Dscn1621bI was the happy beneficiary of the culinary expertise of Ron Yan on New Year's Eve 2012, and I'm belatedly sharing the details!

Ron is a graduate of the International Culinary Center in The French Culinary Institute’s Classic Culinary Arts program in New York City. He maintains a blog showcasing his kitchen creativity, Cooking With Strawberry Tsunami. 

Eight of us gathered at a friend's for this extravaganza a la Rob.

The menu:

Beet Frisée Watercress Salad with Orange Suprêmes & Candied Zest

Cauliflower Soup with Shimeji Mushrooms, Edamame, Haricots Verts & Celery Leaves

Seafood Medley with Seared Coconut Risotto Cake

Cranberry Gelée with Ginger Granita (Photo)

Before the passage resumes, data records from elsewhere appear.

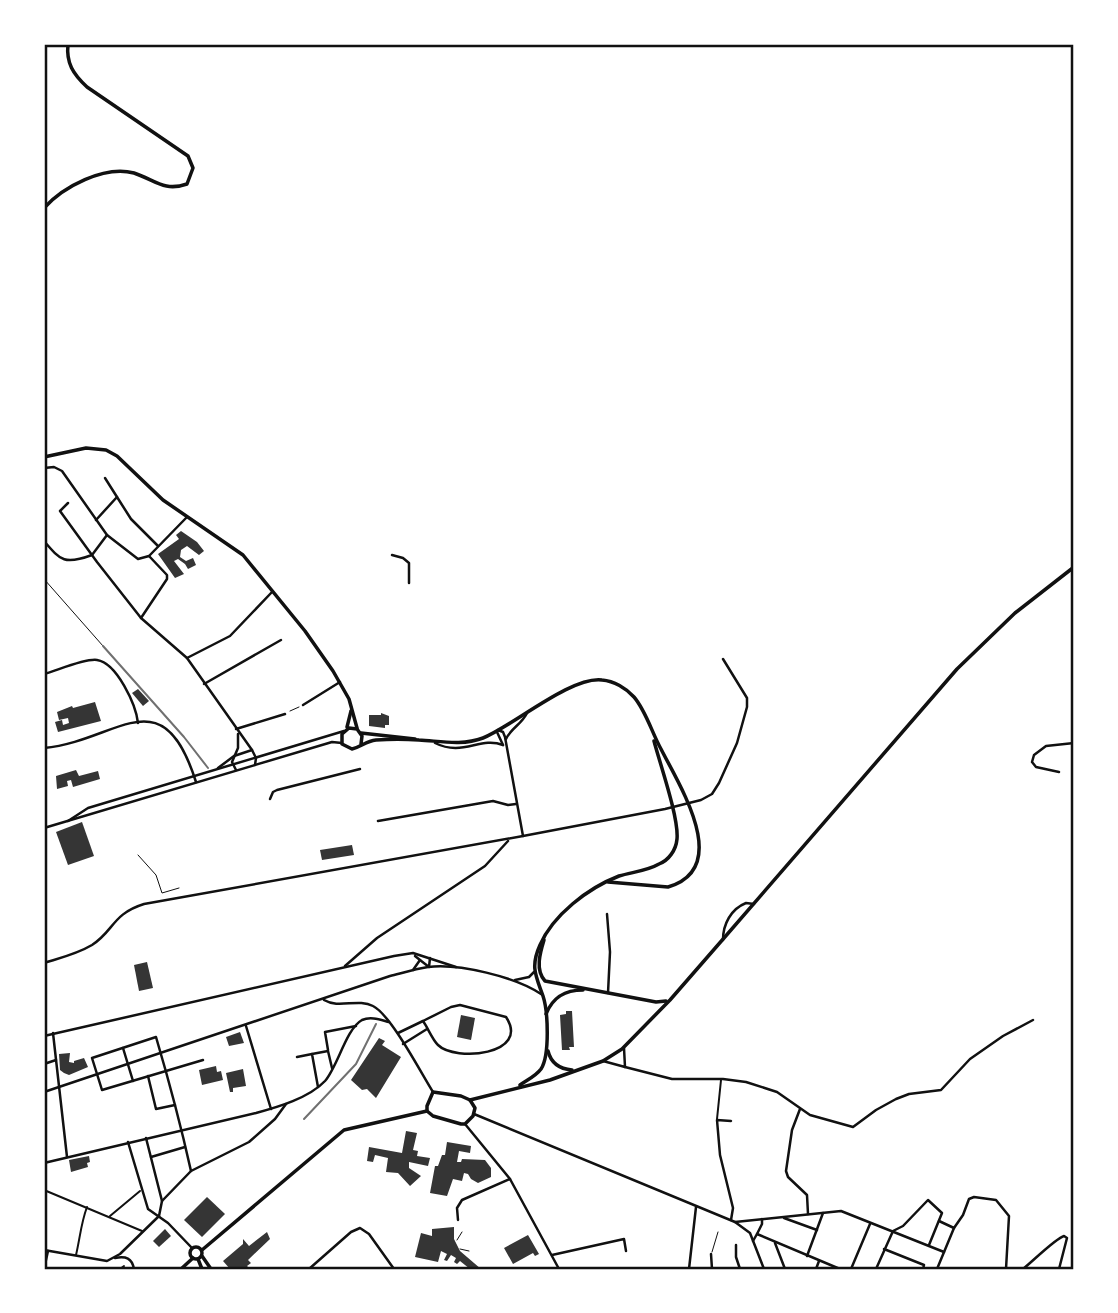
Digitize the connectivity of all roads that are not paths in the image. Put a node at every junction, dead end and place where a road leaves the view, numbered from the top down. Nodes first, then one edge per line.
1 (68, 44) edge
2 (44, 208) edge
3 (44, 457) edge
4 (44, 468) edge
5 (105, 478) dead end
6 (117, 497) junction
7 (68, 503) dead end
8 (187, 517) junction
9 (96, 520) junction
10 (107, 535) junction
11 (44, 541) edge
12 (158, 546) junction
13 (92, 555) junction
14 (392, 555) dead end
15 (149, 556) junction
16 (1074, 567) edge
17 (44, 579) edge
18 (409, 583) dead end
19 (272, 592) junction
20 (141, 618) junction
21 (281, 640) dead end
22 (103, 646) dead end
23 (187, 658) junction
24 (723, 659) dead end
25 (44, 674) edge
26 (340, 682) junction
27 (204, 684) junction
28 (303, 705) road end
29 (351, 709) junction
30 (527, 713) junction
31 (285, 714) road end
32 (138, 723) junction
33 (237, 730) junction
34 (345, 730) junction
35 (498, 730) junction
36 (359, 731) junction
37 (652, 732) junction
38 (416, 739) junction
39 (432, 741) junction
40 (1074, 743) edge
41 (342, 744) junction
42 (361, 744) junction
43 (504, 744) junction
44 (44, 748) edge
45 (252, 750) junction
46 (234, 756) junction
47 (256, 758) junction
48 (233, 765) junction
49 (254, 765) junction
50 (360, 769) dead end
51 (216, 770) junction
52 (236, 770) junction
53 (1059, 772) dead end
54 (194, 776) junction
55 (196, 782) junction
56 (270, 799) dead end
57 (516, 804) junction
58 (378, 821) dead end
59 (65, 822) junction
60 (520, 824) junction
61 (44, 828) edge
62 (523, 836) junction
63 (512, 838) junction
64 (138, 855) dead end
65 (608, 882) junction
66 (179, 888) dead end
67 (754, 904) junction
68 (607, 915) dead end
69 (546, 935) junction
70 (723, 940) junction
71 (413, 953) junction
72 (430, 958) junction
73 (420, 960) junction
74 (44, 962) edge
75 (343, 967) junction
76 (429, 967) junction
77 (459, 968) junction
78 (412, 971) junction
79 (534, 972) junction
80 (515, 980) junction
81 (589, 989) junction
82 (608, 993) junction
83 (542, 995) junction
84 (324, 1000) junction
85 (649, 1000) junction
86 (670, 1000) junction
87 (545, 1017) junction
88 (652, 1018) junction
89 (1032, 1020) dead end
90 (423, 1021) junction
91 (389, 1022) junction
92 (246, 1026) junction
93 (356, 1026) junction
94 (428, 1028) junction
95 (53, 1033) junction
96 (396, 1034) junction
97 (44, 1036) edge
98 (546, 1042) junction
99 (403, 1044) junction
100 (624, 1046) junction
101 (123, 1048) junction
102 (328, 1051) junction
103 (161, 1054) junction
104 (312, 1054) junction
105 (297, 1057) dead end
106 (56, 1060) junction
107 (203, 1060) dead end
108 (603, 1061) junction
109 (44, 1064) edge
110 (128, 1065) junction
111 (625, 1067) junction
112 (332, 1070) junction
113 (576, 1070) junction
114 (166, 1071) junction
115 (97, 1074) junction
116 (148, 1076) junction
117 (721, 1079) junction
118 (133, 1081) junction
119 (59, 1087) junction
120 (318, 1087) junction
121 (518, 1087) junction
122 (44, 1092) edge
123 (433, 1092) junction
124 (470, 1100) junction
125 (286, 1103) junction
126 (175, 1105) junction
127 (271, 1109) junction
128 (800, 1109) junction
129 (427, 1111) junction
130 (474, 1114) junction
131 (717, 1120) junction
132 (730, 1121) dead end
133 (465, 1125) junction
134 (182, 1130) junction
135 (146, 1138) junction
136 (128, 1142) junction
137 (186, 1147) junction
138 (67, 1157) junction
139 (151, 1157) junction
140 (44, 1163) edge
141 (191, 1171) junction
142 (510, 1179) junction
143 (44, 1190) edge
144 (141, 1190) junction
145 (162, 1201) junction
146 (87, 1207) junction
147 (696, 1207) junction
148 (823, 1212) junction
149 (808, 1214) junction
150 (110, 1216) junction
151 (159, 1216) junction
152 (782, 1217) junction
153 (762, 1219) junction
154 (458, 1220) dead end
155 (733, 1221) junction
156 (939, 1221) junction
157 (871, 1222) junction
158 (954, 1228) junction
159 (817, 1230) junction
160 (143, 1231) junction
161 (893, 1231) junction
162 (718, 1232) dead end
163 (757, 1234) junction
164 (753, 1241) junction
165 (774, 1241) junction
166 (736, 1245) dead end
167 (929, 1245) junction
168 (192, 1248) junction
169 (884, 1249) junction
170 (46, 1250) edge
171 (202, 1250) junction
172 (626, 1251) dead end
173 (944, 1252) junction
174 (711, 1254) joint
175 (552, 1255) junction
176 (75, 1256) junction
177 (807, 1256) junction
178 (198, 1258) junction
179 (112, 1259) junction
180 (819, 1261) junction
181 (124, 1266) dead end
182 (924, 1267) edge
183 (44, 1269) edge
184 (120, 1269) edge
185 (134, 1269) edge
186 (181, 1269) edge
187 (202, 1269) edge
188 (211, 1269) edge
189 (309, 1269) edge
190 (394, 1269) edge
191 (559, 1269) edge
192 (689, 1269) edge
193 (712, 1269) edge
194 (740, 1269) edge
195 (764, 1269) edge
196 (785, 1269) edge
197 (816, 1269) edge
198 (840, 1269) edge
199 (851, 1269) edge
200 (876, 1269) edge
201 (937, 1269) edge
202 (1006, 1269) edge
203 (1023, 1269) edge
204 (1059, 1269) edge

1 - 2 main road
3 - 8 main road
4 - 9 street
5 - 6 street
6 - 9 street
6 - 12 street
7 - 13 street
8 - 12 street
8 - 19 main road
9 - 10 street
10 - 13 street
10 - 15 street
11 - 13 street
12 - 15 street
13 - 20 street
14 - 18 street
15 - 20 street
16 - 67 main road
17 - 22 lane
19 - 23 street
19 - 26 main road
20 - 23 street
21 - 27 street
23 - 27 street
24 - 62 street
25 - 32 street
26 - 28 street
26 - 29 main road
27 - 33 street
29 - 34 main road
29 - 36 main road
30 - 35 main road
30 - 37 main road
30 - 43 street
31 - 33 street
32 - 44 street
32 - 54 street
33 - 45 street
33 - 46 street
34 - 36 main road
34 - 41 main road
34 - 47 street
35 - 39 main road
35 - 43 street
36 - 38 main road
36 - 42 main road
37 - 65 main road
37 - 65 main road
38 - 39 main road
38 - 42 main road
39 - 43 street
40 - 53 street
41 - 42 main road
41 - 49 street
43 - 57 street
45 - 46 street
45 - 47 street
46 - 48 street
46 - 51 street
47 - 48 street
47 - 49 street
48 - 51 street
48 - 52 street
49 - 52 street
50 - 56 street
51 - 54 street
52 - 55 street
54 - 55 street
54 - 59 street
55 - 59 street
57 - 58 street
57 - 60 street
59 - 61 street
60 - 62 street
60 - 63 street
62 - 63 street
63 - 74 street
63 - 75 street
64 - 66 lane
65 - 69 main road
67 - 70 main road
67 - 70 street
68 - 82 street
69 - 79 main road
69 - 81 main road
70 - 86 main road
71 - 72 street
71 - 73 street
71 - 75 street
72 - 76 street
72 - 77 street
73 - 76 street
73 - 78 street
75 - 95 street
76 - 77 street
76 - 78 street
77 - 80 street
78 - 84 street
79 - 80 street
79 - 83 main road
80 - 83 street
81 - 82 main road
81 - 87 main road
82 - 85 main road
83 - 87 main road
84 - 91 street
84 - 92 street
85 - 86 main road
85 - 88 main road
86 - 88 main road
87 - 98 main road
88 - 100 main road
89 - 128 street
90 - 94 street
90 - 94 street
90 - 96 street
91 - 93 street
91 - 96 street
92 - 103 street
92 - 127 street
93 - 102 street
93 - 112 street
94 - 99 street
95 - 97 street
95 - 106 street
96 - 99 street
98 - 113 main road
98 - 121 main road
99 - 123 street
100 - 108 main road
100 - 111 street
101 - 103 street
101 - 110 street
101 - 115 street
102 - 104 street
102 - 112 street
103 - 110 street
103 - 114 street
104 - 105 street
104 - 120 street
106 - 109 street
106 - 119 street
107 - 114 street
108 - 111 street
108 - 113 main road
110 - 115 street
110 - 118 street
111 - 117 street
112 - 120 street
113 - 121 main road
114 - 116 street
114 - 126 street
115 - 118 street
115 - 119 street
116 - 118 street
116 - 126 street
117 - 128 street
117 - 131 street
119 - 122 street
119 - 138 street
120 - 125 street
121 - 124 main road
123 - 124 main road
123 - 129 main road
124 - 130 main road
125 - 127 street
125 - 141 street
126 - 134 street
127 - 134 street
128 - 149 street
129 - 133 main road
129 - 171 main road
130 - 133 main road
130 - 147 street
131 - 132 street
131 - 155 street
133 - 142 street
134 - 135 street
134 - 137 street
135 - 136 street
135 - 139 street
136 - 138 street
136 - 144 street
137 - 139 street
137 - 141 street
138 - 140 street
139 - 145 street
141 - 145 street
142 - 154 street
142 - 175 street
143 - 146 street
144 - 150 street
144 - 151 street
145 - 151 street
146 - 150 street
146 - 176 street
147 - 155 street
147 - 192 street
148 - 149 street
148 - 157 street
148 - 159 street
149 - 152 street
150 - 160 street
151 - 160 street
151 - 168 street
152 - 153 street
152 - 159 street
153 - 155 street
153 - 163 street
155 - 164 street
156 - 158 street
156 - 161 street
156 - 167 street
157 - 161 street
157 - 199 street
158 - 173 street
158 - 202 street
159 - 177 street
160 - 179 street
161 - 167 street
161 - 169 street
162 - 174 lane
163 - 164 street
163 - 165 street
164 - 195 street
165 - 177 street
165 - 196 street
166 - 194 street
167 - 173 street
168 - 171 main road
168 - 178 main road
169 - 182 street
169 - 200 street
170 - 176 street
170 - 183 street
171 - 178 main road
172 - 175 street
173 - 201 street
174 - 193 street
175 - 191 street
176 - 179 street
177 - 180 street
178 - 186 main road
178 - 187 main road
178 - 188 main road
179 - 185 street
180 - 197 street
180 - 198 street
181 - 184 street
189 - 190 street
203 - 204 street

Seared Halibut with Farro, Chestnuts, Wild Mushrooms & Blueberry Balsamic Reduction

Dark Chocolate Custard with Mint Chocolate Soil & Raspberry Coulis

You can like Strawberry Tsunami on Facebook and sign up for his RSS feed (apt!) so you never miss a recipe.

 

May 01, 2013 in Food & drink, New York & NYC | Permalink | Comments (0)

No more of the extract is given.